In reply to by BarnieSnyman

I've just seen this has apparently been addressed in MS4, which is great news, but could someone please tell us how this has been addressed? I'm concerned because as I mentioned before, in almost all cases, it looks better to move the ties vertically and not to move the endpoints horizontally (Finale and other software gets that wrong). How has the tie/dot clash correction been implemented in MS4? Thank you.

In reply to by Jojo-Schmitz

It seems there is some authority that one solution to avoid tie/dot clashes is to shorten ties to avoid dots as cited much earlier in this thread. See https://musescore.org/en/node/45576#comment-405401. Gould also suggests starting ties after a dot as a possible solution. "Position ties so no dot is obscured. Ties may start immediately after each notehead, in between the duration dots as longs as they will fit without colliding [...] Otherwise inner ties should start after the dots.".

I guess there may be other authorities that suggest an alternative approach but at least a solution with some formal justification has been implemented in MS4.

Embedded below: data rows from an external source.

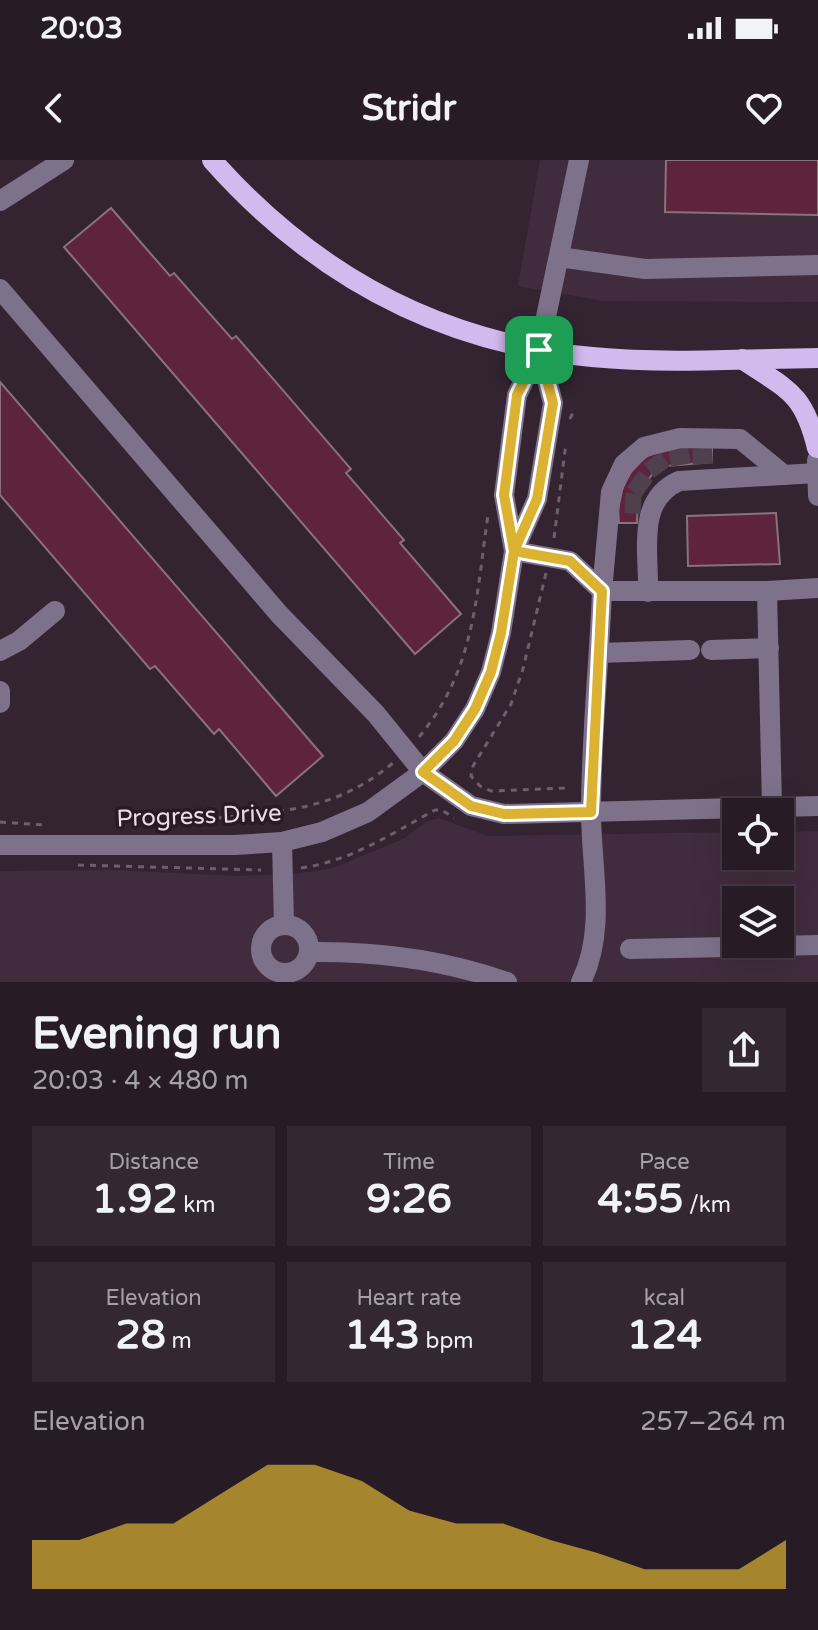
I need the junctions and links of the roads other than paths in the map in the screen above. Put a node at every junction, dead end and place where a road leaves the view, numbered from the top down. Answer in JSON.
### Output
{"nodes":[{"id":1,"x":64,"y":160,"type":"edge"},
{"id":2,"x":212,"y":160,"type":"edge"},
{"id":3,"x":579,"y":160,"type":"edge"},
{"id":4,"x":0,"y":201,"type":"edge"},
{"id":5,"x":559,"y":257,"type":"junction"},
{"id":6,"x":818,"y":265,"type":"edge"},
{"id":7,"x":0,"y":289,"type":"edge"},
{"id":8,"x":539,"y":350,"type":"junction"},
{"id":9,"x":818,"y":358,"type":"edge"},
{"id":10,"x":742,"y":359,"type":"junction"},
{"id":11,"x":817,"y":446,"type":"edge"},
{"id":12,"x":817,"y":473,"type":"edge"},
{"id":13,"x":662,"y":474,"type":"junction"},
{"id":14,"x":784,"y":475,"type":"junction"},
{"id":15,"x":818,"y":496,"type":"edge"},
{"id":16,"x":514,"y":551,"type":"junction"},
{"id":17,"x":818,"y":588,"type":"edge"},
{"id":18,"x":602,"y":591,"type":"junction"},
{"id":19,"x":767,"y":591,"type":"junction"},
{"id":20,"x":648,"y":592,"type":"junction"},
{"id":21,"x":55,"y":611,"type":"dead end"},
{"id":22,"x":769,"y":648,"type":"junction"},
{"id":23,"x":690,"y":650,"type":"dead end"},
{"id":24,"x":711,"y":650,"type":"dead end"},
{"id":25,"x":0,"y":651,"type":"edge"},
{"id":26,"x":599,"y":653,"type":"junction"},
{"id":27,"x":0,"y":691,"type":"edge"},
{"id":28,"x":0,"y":703,"type":"edge"},
{"id":29,"x":423,"y":772,"type":"junction"},
{"id":30,"x":772,"y":798,"type":"edge"},
{"id":31,"x":818,"y":806,"type":"edge"},
{"id":32,"x":794,"y":807,"type":"edge"},
{"id":33,"x":722,"y":808,"type":"edge"},
{"id":34,"x":591,"y":812,"type":"junction"},
{"id":35,"x":282,"y":842,"type":"junction"},
{"id":36,"x":0,"y":845,"type":"edge"},
{"id":37,"x":284,"y":925,"type":"junction"},
{"id":38,"x":818,"y":945,"type":"edge"},
{"id":39,"x":630,"y":949,"type":"dead end"},
{"id":40,"x":309,"y":952,"type":"junction"},
{"id":41,"x":507,"y":982,"type":"edge"},
{"id":42,"x":581,"y":982,"type":"edge"}],
"edges":[{"from":1,"to":4,"type":"street"},
{"from":2,"to":8,"type":"main road"},
{"from":3,"to":5,"type":"street"},
{"from":5,"to":6,"type":"street"},
{"from":5,"to":8,"type":"street"},
{"from":7,"to":29,"type":"street"},
{"from":8,"to":10,"type":"main road"},
{"from":8,"to":16,"type":"street","name":"Progress Drive"},
{"from":8,"to":16,"type":"street","name":"Progress Drive"},
{"from":9,"to":10,"type":"main road"},
{"from":10,"to":11,"type":"main road"},
{"from":11,"to":12,"type":"street"},
{"from":12,"to":14,"type":"street"},
{"from":12,"to":15,"type":"street"},
{"from":13,"to":14,"type":"street"},
{"from":13,"to":14,"type":"street"},
{"from":13,"to":18,"type":"street"},
{"from":13,"to":20,"type":"street"},
{"from":16,"to":18,"type":"street"},
{"from":16,"to":29,"type":"street","name":"Progress Drive"},
{"from":17,"to":19,"type":"street"},
{"from":18,"to":20,"type":"street"},
{"from":18,"to":26,"type":"street"},
{"from":19,"to":20,"type":"street"},
{"from":19,"to":22,"type":"street"},
{"from":21,"to":25,"type":"street"},
{"from":22,"to":24,"type":"street"},
{"from":22,"to":30,"type":"street"},
{"from":23,"to":26,"type":"street"},
{"from":26,"to":34,"type":"street"},
{"from":27,"to":28,"type":"street"},
{"from":29,"to":34,"type":"street"},
{"from":29,"to":35,"type":"street","name":"Progress Drive"},
{"from":31,"to":32,"type":"street"},
{"from":33,"to":34,"type":"street"},
{"from":34,"to":42,"type":"street"},
{"from":35,"to":36,"type":"street","name":"Progress Drive"},
{"from":35,"to":37,"type":"street"},
{"from":37,"to":40,"type":"street"},
{"from":37,"to":40,"type":"street"},
{"from":38,"to":39,"type":"street"},
{"from":40,"to":41,"type":"street"}]}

That make 2 authorities. Add @oktophonie (he aproved that change and prior to MuseScore worked as an engraver at a Boosey & Hawkes, a major publisher) and you have 3

Besides the authorities, tie ends totally may not be moved vertically because they’d be more easily confused wiht slurs if the slope changes.

In reply to by mirabilos

Sorry, no. That argument is just silly. Moving a tie vertically does not change its slope (it's always the same, 100% horizontal). There is no confusion with slurs. Please go look at some printed scores and see how often the ties are quite far away from the note heads.

Starting the tie after the dot is better than nothing, but it does not look better than moving the tie vertically, despite all this repetition of the opposing view. More importantly it will not work in all use cases (think short horizontal space).

I'd agree that in some cases at least, moving vertically might work. It's likely to be problematic if the chord has closely-spaced notes and there are also markings that might then also be moved. Depending on the shape of the chord and length of tie, it might also be necessary to increase the curvature, which is done in some editions but doesn't look particularly good to me and would be very difficult to implement (and time-consuming to execute). Simply moving the start point should always be safe, because the layout algorithms can easily add space as necessary. I suspect that's why Gould mentions both options - keep the tie close to the notehead if you can find a way to do it, but move it after the dot as the fall-back.

Anyhow, someday indeed as a further enhancement, an algorithm could possibly be designed that attempts a vertical and/or curvature adjustment, but it would be quite a bit more complex.